For the millions of Americans whose native tongue isn’t English, language remains a critical road block to quality healthcare, according to a University of California, Irvine study.
Researchers in the Center for Health Policy Research in the UC Irvine School of Medicine have found that language barriers between patients and healthcare providers result in longer hospital stays, more medical errors and lower patient satisfaction.
In a nationwide study of more than 2,700 patients who have limited English-language proficiency, Dr. Quyen Ngo-Metzger and colleagues found that these language barriers were associated with less health education, poorer doctor-patient interactions and lower patient satisfaction.

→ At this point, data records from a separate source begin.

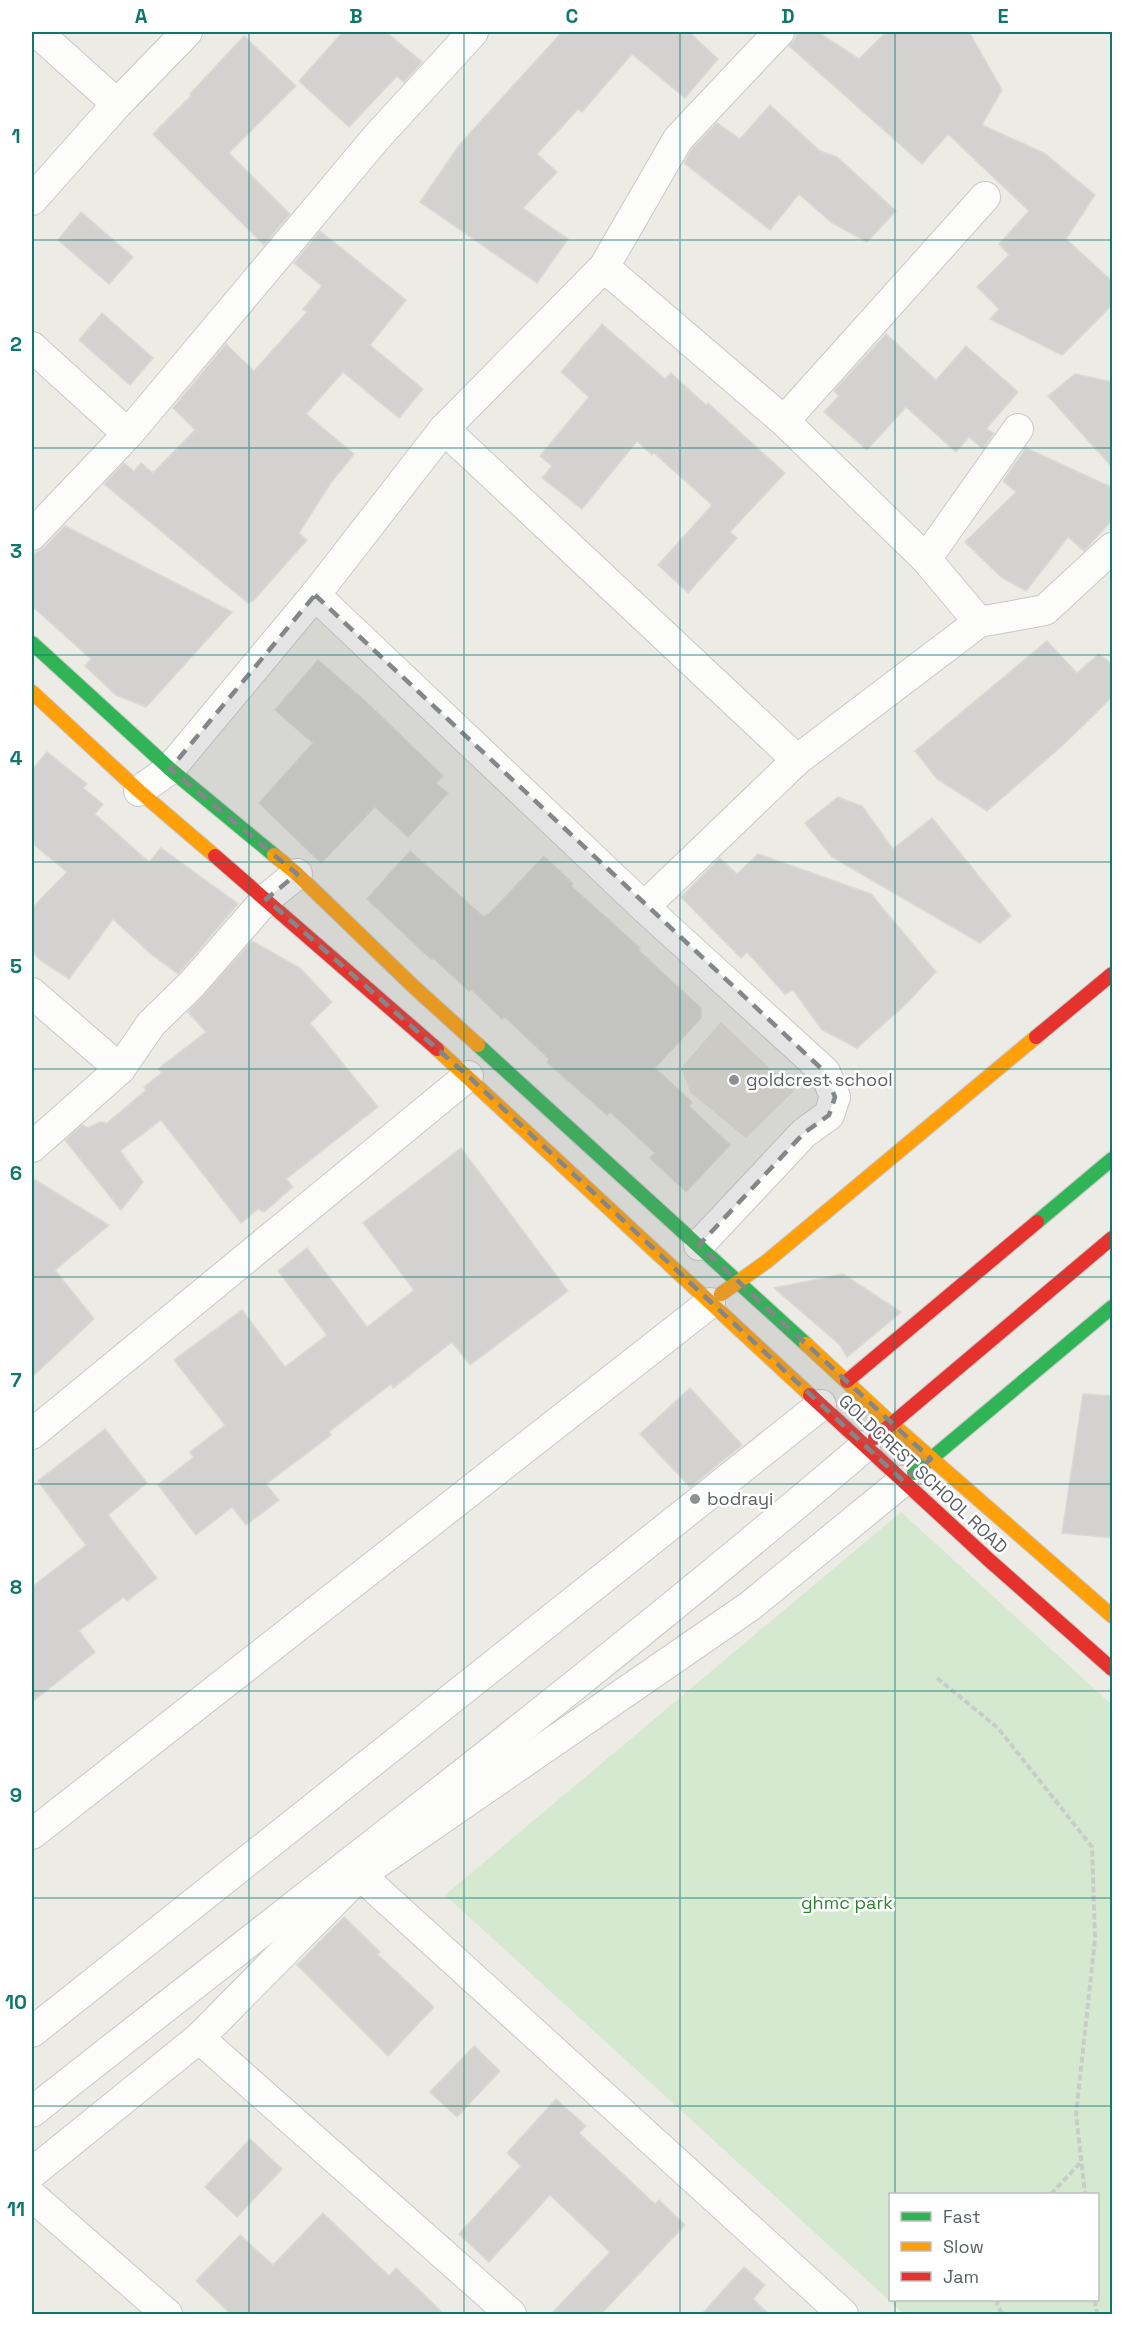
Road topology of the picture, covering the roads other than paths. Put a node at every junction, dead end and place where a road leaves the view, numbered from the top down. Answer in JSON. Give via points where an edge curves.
{"nodes":[{"id":1,"x":37,"y":32,"type":"edge"},
{"id":2,"x":187,"y":32,"type":"edge"},
{"id":3,"x":473,"y":32,"type":"edge"},
{"id":4,"x":779,"y":32,"type":"edge"},
{"id":5,"x":117,"y":104,"type":"junction"},
{"id":6,"x":985,"y":196,"type":"dead end"},
{"id":7,"x":32,"y":200,"type":"edge"},
{"id":8,"x":604,"y":267,"type":"junction"},
{"id":9,"x":32,"y":347,"type":"edge"},
{"id":10,"x":784,"y":421,"type":"junction"},
{"id":11,"x":444,"y":429,"type":"junction"},
{"id":12,"x":1018,"y":429,"type":"dead end"},
{"id":13,"x":128,"y":434,"type":"junction"},
{"id":14,"x":32,"y":535,"type":"edge"},
{"id":15,"x":1113,"y":548,"type":"edge"},
{"id":16,"x":926,"y":559,"type":"junction"},
{"id":17,"x":315,"y":595,"type":"junction"},
{"id":18,"x":979,"y":622,"type":"junction"},
{"id":19,"x":32,"y":643,"type":"edge"},
{"id":20,"x":32,"y":692,"type":"edge"},
{"id":21,"x":797,"y":760,"type":"junction"},
{"id":22,"x":170,"y":769,"type":"junction"},
{"id":23,"x":139,"y":791,"type":"junction"},
{"id":24,"x":297,"y":874,"type":"junction"},
{"id":25,"x":266,"y":899,"type":"junction"},
{"id":26,"x":644,"y":907,"type":"junction"},
{"id":27,"x":1113,"y":974,"type":"edge"},
{"id":28,"x":32,"y":993,"type":"edge"},
{"id":29,"x":120,"y":1069,"type":"junction"},
{"id":30,"x":468,"y":1076,"type":"junction"},
{"id":31,"x":32,"y":1147,"type":"edge"},
{"id":32,"x":1113,"y":1159,"type":"edge"},
{"id":33,"x":1113,"y":1238,"type":"edge"},
{"id":34,"x":699,"y":1245,"type":"junction"},
{"id":35,"x":738,"y":1281,"type":"junction"},
{"id":36,"x":710,"y":1303,"type":"junction"},
{"id":37,"x":1113,"y":1306,"type":"edge"},
{"id":38,"x":847,"y":1381,"type":"junction"},
{"id":39,"x":821,"y":1405,"type":"junction"},
{"id":40,"x":891,"y":1423,"type":"junction"},
{"id":41,"x":32,"y":1434,"type":"edge"},
{"id":42,"x":865,"y":1446,"type":"junction"},
{"id":43,"x":931,"y":1459,"type":"junction"},
{"id":44,"x":903,"y":1481,"type":"junction"},
{"id":45,"x":1113,"y":1616,"type":"edge"},
{"id":46,"x":1113,"y":1669,"type":"edge"},
{"id":47,"x":32,"y":1834,"type":"edge"},
{"id":48,"x":360,"y":1875,"type":"junction"},
{"id":49,"x":32,"y":2032,"type":"edge"},
{"id":50,"x":199,"y":2038,"type":"junction"},
{"id":51,"x":32,"y":2112,"type":"edge"},
{"id":52,"x":32,"y":2173,"type":"edge"},
{"id":53,"x":32,"y":2196,"type":"edge"},
{"id":54,"x":167,"y":2314,"type":"edge"},
{"id":55,"x":511,"y":2314,"type":"edge"},
{"id":56,"x":843,"y":2314,"type":"edge"}],
"edges":[{"from":1,"to":5,"type":"street"},
{"from":2,"to":5,"type":"street"},
{"from":3,"to":13,"type":"street","via":[[376,138]]},
{"from":4,"to":8,"type":"street","via":[[678,139]]},
{"from":5,"to":7,"type":"street"},
{"from":6,"to":10,"type":"street"},
{"from":8,"to":10,"type":"street"},
{"from":8,"to":11,"type":"street"},
{"from":9,"to":13,"type":"street"},
{"from":10,"to":16,"type":"street"},
{"from":11,"to":17,"type":"street"},
{"from":11,"to":21,"type":"street"},
{"from":12,"to":16,"type":"street"},
{"from":13,"to":14,"type":"street"},
{"from":15,"to":18,"type":"street","via":[[1046,610]]},
{"from":16,"to":18,"type":"street"},
{"from":17,"to":22,"type":"street"},
{"from":17,"to":26,"type":"street"},
{"from":18,"to":21,"type":"street"},
{"from":19,"to":22,"type":"street","name":"GOLDCREST SCHOOL ROAD"},
{"from":20,"to":23,"type":"street","name":"GOLDCREST SCHOOL ROAD"},
{"from":21,"to":26,"type":"street"},
{"from":22,"to":23,"type":"street"},
{"from":22,"to":24,"type":"street","name":"GOLDCREST SCHOOL ROAD"},
{"from":23,"to":25,"type":"street","name":"GOLDCREST SCHOOL ROAD"},
{"from":24,"to":25,"type":"street"},
{"from":24,"to":34,"type":"street","name":"GOLDCREST SCHOOL ROAD","via":[[414,987]]},
{"from":25,"to":29,"type":"street","via":[[192,984],[151,1024]]},
{"from":25,"to":30,"type":"street","name":"GOLDCREST SCHOOL ROAD"},
{"from":26,"to":34,"type":"street","via":[[825,1072],[835,1097],[829,1115],[804,1133]]},
{"from":27,"to":35,"type":"street","via":[[766,1262]]},
{"from":28,"to":29,"type":"street"},
{"from":29,"to":31,"type":"street"},
{"from":30,"to":36,"type":"street","name":"GOLDCREST SCHOOL ROAD"},
{"from":30,"to":41,"type":"street"},
{"from":32,"to":38,"type":"street"},
{"from":33,"to":40,"type":"street"},
{"from":34,"to":35,"type":"street","name":"GOLDCREST SCHOOL ROAD"},
{"from":35,"to":36,"type":"street"},
{"from":35,"to":38,"type":"street","name":"GOLDCREST SCHOOL ROAD"},
{"from":36,"to":39,"type":"street","name":"GOLDCREST SCHOOL ROAD"},
{"from":36,"to":47,"type":"street"},
{"from":37,"to":43,"type":"street"},
{"from":38,"to":40,"type":"street","name":"GOLDCREST SCHOOL ROAD"},
{"from":39,"to":42,"type":"street","name":"GOLDCREST SCHOOL ROAD"},
{"from":39,"to":49,"type":"street"},
{"from":40,"to":42,"type":"street"},
{"from":40,"to":43,"type":"street","name":"GOLDCREST SCHOOL ROAD"},
{"from":42,"to":44,"type":"street","name":"GOLDCREST SCHOOL ROAD"},
{"from":42,"to":51,"type":"street","via":[[600,1665]]},
{"from":43,"to":44,"type":"street"},
{"from":43,"to":45,"type":"street","name":"GOLDCREST SCHOOL ROAD"},
{"from":44,"to":46,"type":"street","name":"GOLDCREST SCHOOL ROAD"},
{"from":44,"to":48,"type":"street","via":[[750,1606]]},
{"from":48,"to":50,"type":"street"},
{"from":48,"to":56,"type":"street"},
{"from":50,"to":52,"type":"street"},
{"from":50,"to":55,"type":"street"},
{"from":53,"to":54,"type":"street"}]}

Specifically, the researchers found that patients who did not speak the same language as their doctors were less likely to receive lifestyle counseling in diet, exercise and smoking cessation. In turn, having access to a clinic interpreter allowed health education to take place and partially overcome the language barrier.

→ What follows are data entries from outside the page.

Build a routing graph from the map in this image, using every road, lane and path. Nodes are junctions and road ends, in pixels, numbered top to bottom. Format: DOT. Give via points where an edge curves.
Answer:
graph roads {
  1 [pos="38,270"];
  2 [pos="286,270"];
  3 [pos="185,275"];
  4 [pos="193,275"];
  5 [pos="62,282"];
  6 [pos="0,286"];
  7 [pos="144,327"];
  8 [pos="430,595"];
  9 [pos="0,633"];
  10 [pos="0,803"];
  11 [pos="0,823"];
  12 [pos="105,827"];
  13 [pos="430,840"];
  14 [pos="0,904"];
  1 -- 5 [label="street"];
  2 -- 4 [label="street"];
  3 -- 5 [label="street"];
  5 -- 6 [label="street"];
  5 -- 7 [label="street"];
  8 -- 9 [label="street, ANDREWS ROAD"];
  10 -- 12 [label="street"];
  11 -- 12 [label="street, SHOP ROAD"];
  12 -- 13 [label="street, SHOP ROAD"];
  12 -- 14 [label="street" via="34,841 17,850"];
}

However, in patients’ ratings of their doctors and the quality of interpersonal care, having an interpreter did not serve as a substitute for shared language. Patients who were able to speak directly with their doctors were the most satisfied with their care.
“While interpreters are a necessary solution to the problem of language barriers in healthcare, our findings suggest they are likely to be an imperfect one,” said Ngo-Metzger, an assistant professor of medicine at UC Irvine. “It remains important that our healthcare system recruit and train more bilingual providers to meet the needs of an increasingly diverse population.”
According to the 2000 census, approximately 47 million people in the U.S. speak a language other than English at home.
Their study appears in a special “Language Barriers in Health Care” issue of the Journal of General Internal Medicine published this month.
Dr. Sheldon Greenfield, Sherrie Kaplan and Dara Sorkin of UC Irvine; Dr. Russell Phillips of Harvard Medical School; Michael Massagli of the Dana Farber Cancer Institute in Boston; and Brian Clarridge of the University of Massachusetts-Boston participated in the study, which received support from the Agency for Healthcare Research and Quality and the Commonwealth Fund.